La sua cartella clinica sentenzia la positività alle sostanze, un mondo che, ancora prima che potesse conoscere quello terrestre, lo ha travolto e segnato senza alcuna possibilità di scelta. La dipendenza da droga è entrata in lui ancora prima del primo vagito.

Si chiama Sindrome da astinenza neonatale (San) e riguarda il 60-80% delle madri che hanno fatto uso di droga durante la gravidanza, in particolare di oppioidi. Un disturbo che è in aumento in tutti i Paesi del mondo. Anche in Italia. Negli Usa nel 2019 sono stati segnalati in un anno più di 21mila casi di San. Al Fatebenefratelli di Roma nello stesso anno sono stati partoriti 50 bambini in crisi di astinenza su 2.500 nascite.

Si chiama Sindrome da astinenza neonatale (San) e riguarda il 60-80% delle madri che hanno fatto uso di droga durante la gravidanza, in particolare di oppioidi

Quanti i neonati venuti al mondo dopo mesi dove hanno nuotato in acque contaminate ricevendo dal cordone ombelicale alcool, cocaina, eroina, psicofarmaci e anche crack…

Simone Feder

Il pensiero inevitabilmente vola al bosco di Rogoredo, a quelle giovani donne che incontro al suo interno mentre, in ricerca della dose che permette loro la possibilità di stare in piedi, portano nel loro ventre quella che dovrebbe essere la loro ragione di vita. Quale vita però si prospetta per entrambi?

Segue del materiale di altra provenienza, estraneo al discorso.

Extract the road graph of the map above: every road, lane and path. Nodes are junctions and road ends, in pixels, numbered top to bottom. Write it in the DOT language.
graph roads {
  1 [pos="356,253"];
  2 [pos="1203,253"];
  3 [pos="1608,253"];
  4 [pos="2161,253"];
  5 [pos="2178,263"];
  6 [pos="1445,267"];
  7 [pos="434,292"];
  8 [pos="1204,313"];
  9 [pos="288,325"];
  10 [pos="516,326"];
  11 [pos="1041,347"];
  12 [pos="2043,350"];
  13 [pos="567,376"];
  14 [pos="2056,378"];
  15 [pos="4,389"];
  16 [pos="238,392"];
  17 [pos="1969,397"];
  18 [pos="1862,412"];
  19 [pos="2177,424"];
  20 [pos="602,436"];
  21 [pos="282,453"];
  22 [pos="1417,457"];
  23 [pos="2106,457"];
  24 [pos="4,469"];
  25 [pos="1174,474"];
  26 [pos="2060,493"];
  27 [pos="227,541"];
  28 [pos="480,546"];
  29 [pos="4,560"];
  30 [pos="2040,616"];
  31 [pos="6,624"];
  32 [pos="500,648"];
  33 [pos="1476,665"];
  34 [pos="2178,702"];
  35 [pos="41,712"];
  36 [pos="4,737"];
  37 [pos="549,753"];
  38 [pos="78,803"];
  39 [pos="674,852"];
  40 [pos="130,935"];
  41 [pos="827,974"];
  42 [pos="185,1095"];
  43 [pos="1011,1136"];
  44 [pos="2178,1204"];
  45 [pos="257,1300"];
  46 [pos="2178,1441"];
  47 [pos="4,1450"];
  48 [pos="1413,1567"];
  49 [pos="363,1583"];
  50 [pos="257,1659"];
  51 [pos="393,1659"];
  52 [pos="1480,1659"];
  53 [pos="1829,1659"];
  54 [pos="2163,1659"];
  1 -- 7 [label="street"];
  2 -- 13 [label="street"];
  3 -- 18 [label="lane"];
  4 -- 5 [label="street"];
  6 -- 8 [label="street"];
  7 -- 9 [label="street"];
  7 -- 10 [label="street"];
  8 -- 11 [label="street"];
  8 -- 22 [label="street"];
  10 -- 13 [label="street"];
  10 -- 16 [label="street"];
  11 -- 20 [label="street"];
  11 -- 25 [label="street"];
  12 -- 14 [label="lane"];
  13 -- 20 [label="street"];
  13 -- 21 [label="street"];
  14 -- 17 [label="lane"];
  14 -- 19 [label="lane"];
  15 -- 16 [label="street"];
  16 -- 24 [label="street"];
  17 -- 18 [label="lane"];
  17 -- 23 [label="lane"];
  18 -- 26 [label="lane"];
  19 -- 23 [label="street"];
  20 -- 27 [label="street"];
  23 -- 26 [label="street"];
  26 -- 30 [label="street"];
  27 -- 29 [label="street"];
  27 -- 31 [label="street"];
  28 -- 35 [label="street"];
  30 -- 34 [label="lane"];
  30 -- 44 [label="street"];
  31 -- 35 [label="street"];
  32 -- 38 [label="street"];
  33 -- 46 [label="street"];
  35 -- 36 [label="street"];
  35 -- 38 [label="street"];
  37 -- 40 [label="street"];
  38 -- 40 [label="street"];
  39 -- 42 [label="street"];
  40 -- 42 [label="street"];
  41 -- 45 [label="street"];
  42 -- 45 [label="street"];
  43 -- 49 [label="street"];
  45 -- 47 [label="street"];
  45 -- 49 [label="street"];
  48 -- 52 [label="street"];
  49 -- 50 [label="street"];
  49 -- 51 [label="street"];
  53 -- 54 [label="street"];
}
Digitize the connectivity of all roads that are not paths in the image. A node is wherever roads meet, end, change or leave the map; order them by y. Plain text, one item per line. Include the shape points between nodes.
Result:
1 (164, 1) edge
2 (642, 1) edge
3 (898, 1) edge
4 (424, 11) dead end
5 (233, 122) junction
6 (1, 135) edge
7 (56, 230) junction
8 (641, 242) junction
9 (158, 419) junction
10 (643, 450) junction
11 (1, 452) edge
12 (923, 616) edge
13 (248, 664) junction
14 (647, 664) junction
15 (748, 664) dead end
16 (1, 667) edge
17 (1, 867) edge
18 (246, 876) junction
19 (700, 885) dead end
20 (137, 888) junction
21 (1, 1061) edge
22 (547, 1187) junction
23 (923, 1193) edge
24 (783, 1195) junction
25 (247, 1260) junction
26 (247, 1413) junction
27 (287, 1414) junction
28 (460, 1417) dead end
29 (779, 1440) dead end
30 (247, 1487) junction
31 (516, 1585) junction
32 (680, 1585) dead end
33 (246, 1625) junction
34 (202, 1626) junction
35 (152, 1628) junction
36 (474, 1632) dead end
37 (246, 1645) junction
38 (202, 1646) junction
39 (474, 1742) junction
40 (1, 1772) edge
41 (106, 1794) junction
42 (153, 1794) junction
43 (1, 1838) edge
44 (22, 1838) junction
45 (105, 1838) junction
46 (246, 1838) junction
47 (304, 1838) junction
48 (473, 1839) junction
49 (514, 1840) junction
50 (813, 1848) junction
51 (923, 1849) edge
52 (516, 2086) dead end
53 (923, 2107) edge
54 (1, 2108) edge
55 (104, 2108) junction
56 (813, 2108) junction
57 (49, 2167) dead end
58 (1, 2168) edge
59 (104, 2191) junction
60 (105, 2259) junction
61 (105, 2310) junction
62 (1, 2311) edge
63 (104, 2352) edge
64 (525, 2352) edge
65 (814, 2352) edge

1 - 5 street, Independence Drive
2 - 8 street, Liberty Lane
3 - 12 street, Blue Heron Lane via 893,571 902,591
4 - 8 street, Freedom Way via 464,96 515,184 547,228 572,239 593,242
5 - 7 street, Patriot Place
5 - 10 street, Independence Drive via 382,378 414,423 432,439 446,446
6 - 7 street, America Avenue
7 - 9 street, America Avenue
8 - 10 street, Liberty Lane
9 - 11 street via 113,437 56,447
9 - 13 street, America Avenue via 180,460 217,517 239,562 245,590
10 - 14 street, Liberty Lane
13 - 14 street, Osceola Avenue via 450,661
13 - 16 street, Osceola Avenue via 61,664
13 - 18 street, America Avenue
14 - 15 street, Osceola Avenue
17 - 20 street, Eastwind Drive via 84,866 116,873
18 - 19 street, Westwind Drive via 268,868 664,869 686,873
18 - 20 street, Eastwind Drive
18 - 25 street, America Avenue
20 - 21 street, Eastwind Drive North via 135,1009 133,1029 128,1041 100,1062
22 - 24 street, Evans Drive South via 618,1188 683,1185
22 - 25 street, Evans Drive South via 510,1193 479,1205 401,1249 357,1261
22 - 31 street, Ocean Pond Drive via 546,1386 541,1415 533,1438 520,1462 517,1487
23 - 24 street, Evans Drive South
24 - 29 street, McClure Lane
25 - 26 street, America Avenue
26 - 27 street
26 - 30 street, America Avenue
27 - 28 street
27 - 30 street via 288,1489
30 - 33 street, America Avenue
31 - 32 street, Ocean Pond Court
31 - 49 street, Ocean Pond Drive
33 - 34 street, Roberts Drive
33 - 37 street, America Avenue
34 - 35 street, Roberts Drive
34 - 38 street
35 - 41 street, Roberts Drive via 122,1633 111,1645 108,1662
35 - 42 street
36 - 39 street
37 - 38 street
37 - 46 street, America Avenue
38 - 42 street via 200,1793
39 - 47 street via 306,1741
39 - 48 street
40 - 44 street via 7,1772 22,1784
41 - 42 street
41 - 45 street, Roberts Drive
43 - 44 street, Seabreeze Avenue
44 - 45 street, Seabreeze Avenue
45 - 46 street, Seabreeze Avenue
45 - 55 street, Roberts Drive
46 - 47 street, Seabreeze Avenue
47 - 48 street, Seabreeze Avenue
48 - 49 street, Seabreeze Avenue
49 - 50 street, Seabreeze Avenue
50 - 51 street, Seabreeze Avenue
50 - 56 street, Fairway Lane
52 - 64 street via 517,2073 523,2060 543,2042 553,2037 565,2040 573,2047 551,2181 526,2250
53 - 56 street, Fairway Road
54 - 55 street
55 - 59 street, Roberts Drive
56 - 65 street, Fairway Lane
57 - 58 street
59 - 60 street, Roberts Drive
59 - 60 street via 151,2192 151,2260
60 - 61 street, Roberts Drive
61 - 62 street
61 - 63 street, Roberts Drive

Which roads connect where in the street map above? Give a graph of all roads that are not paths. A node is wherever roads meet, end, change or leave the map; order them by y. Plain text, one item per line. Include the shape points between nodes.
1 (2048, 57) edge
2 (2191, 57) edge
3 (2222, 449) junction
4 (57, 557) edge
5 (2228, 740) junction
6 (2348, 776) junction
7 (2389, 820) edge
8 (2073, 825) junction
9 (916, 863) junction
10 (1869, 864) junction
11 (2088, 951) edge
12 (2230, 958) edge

Sono poi tanti, troppi, i ragazzi sempre più giovani che entrano nelle nostre comunità e si trovano ad affrontare oggi percorsi di recupero e liberazione a seguito di scelte fatte da altri che hanno permesso che la droga entrasse prepotentemente nella loro vita prima che loro avessero la capacità di pronunciarne il nome. Dipendenti da decisioni che li hanno resi tali senza che potessero opporre la minima resistenza.

Esistono famiglie dove quella maledetta sostanza è di casa, perennemente presente all’interno delle mura domestiche, consumata e a volte lasciata assumere ai figli come passatempo condiviso in risposta a tutte le fatiche che la vita inevitabilmente mette davanti.

Le ricerche in ambito internazionale ce lo confermano che un ambiente familiare dove si consumano droghe non favorisce un adeguato sviluppo psicologico del minore e che un inizio precoce del consumo è fortemente correlato all’insorgenza di condizioni psichiche, psico-motorie e psichiatriche potenzialmente gravi. 

Dove si collocano nella scala delle priorità i diritti di questi bambini e questi adolescenti? Quando la droga diventa la prima voce nell’elenco delle eredità raccolte dai propri familiari è sempre più difficile scollarsela di dosso e vivere una vita libera da essa. Diventa una ferita aperta, perenne, tramandata di generazioni in generazioni che non fa altro che sanguinare.

Se i diritti che oggi celebriamo devono essere la sostanza che riempie le nostre battaglie, è il tempo di lottare perché le sostanze non tolgano il diritto di una vita libera da condizionamenti ai nostri giovani.